→ **Task**
Output the listing below, all of it, exactly as given.

→ **Information**

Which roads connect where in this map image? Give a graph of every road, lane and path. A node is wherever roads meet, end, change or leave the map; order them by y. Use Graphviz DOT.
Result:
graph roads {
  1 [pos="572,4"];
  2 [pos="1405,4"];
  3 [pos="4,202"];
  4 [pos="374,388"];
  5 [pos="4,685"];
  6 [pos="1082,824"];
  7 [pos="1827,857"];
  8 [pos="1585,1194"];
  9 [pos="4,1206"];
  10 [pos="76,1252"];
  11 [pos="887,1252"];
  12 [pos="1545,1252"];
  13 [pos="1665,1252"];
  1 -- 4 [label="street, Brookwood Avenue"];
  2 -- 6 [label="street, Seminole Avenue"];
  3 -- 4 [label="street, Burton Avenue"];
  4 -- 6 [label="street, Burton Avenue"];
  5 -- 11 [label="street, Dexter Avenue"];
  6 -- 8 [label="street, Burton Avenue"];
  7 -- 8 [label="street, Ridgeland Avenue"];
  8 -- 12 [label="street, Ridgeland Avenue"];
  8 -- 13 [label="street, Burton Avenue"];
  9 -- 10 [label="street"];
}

→ **Output below**
Which roads connect where in this map image? Give a graph of every road, lane and path. A node is wherever roads meet, end, change or leave the map; order them by y. Use Graphviz DOT.
Result:
graph roads {
  1 [pos="572,4"];
  2 [pos="1405,4"];
  3 [pos="4,202"];
  4 [pos="374,388"];
  5 [pos="4,685"];
  6 [pos="1082,824"];
  7 [pos="1827,857"];
  8 [pos="1585,1194"];
  9 [pos="4,1206"];
  10 [pos="76,1252"];
  11 [pos="887,1252"];
  12 [pos="1545,1252"];
  13 [pos="1665,1252"];
  1 -- 4 [label="street, Brookwood Avenue"];
  2 -- 6 [label="street, Seminole Avenue"];
  3 -- 4 [label="street, Burton Avenue"];
  4 -- 6 [label="street, Burton Avenue"];
  5 -- 11 [label="street, Dexter Avenue"];
  6 -- 8 [label="street, Burton Avenue"];
  7 -- 8 [label="street, Ridgeland Avenue"];
  8 -- 12 [label="street, Ridgeland Avenue"];
  8 -- 13 [label="street, Burton Avenue"];
  9 -- 10 [label="street"];
}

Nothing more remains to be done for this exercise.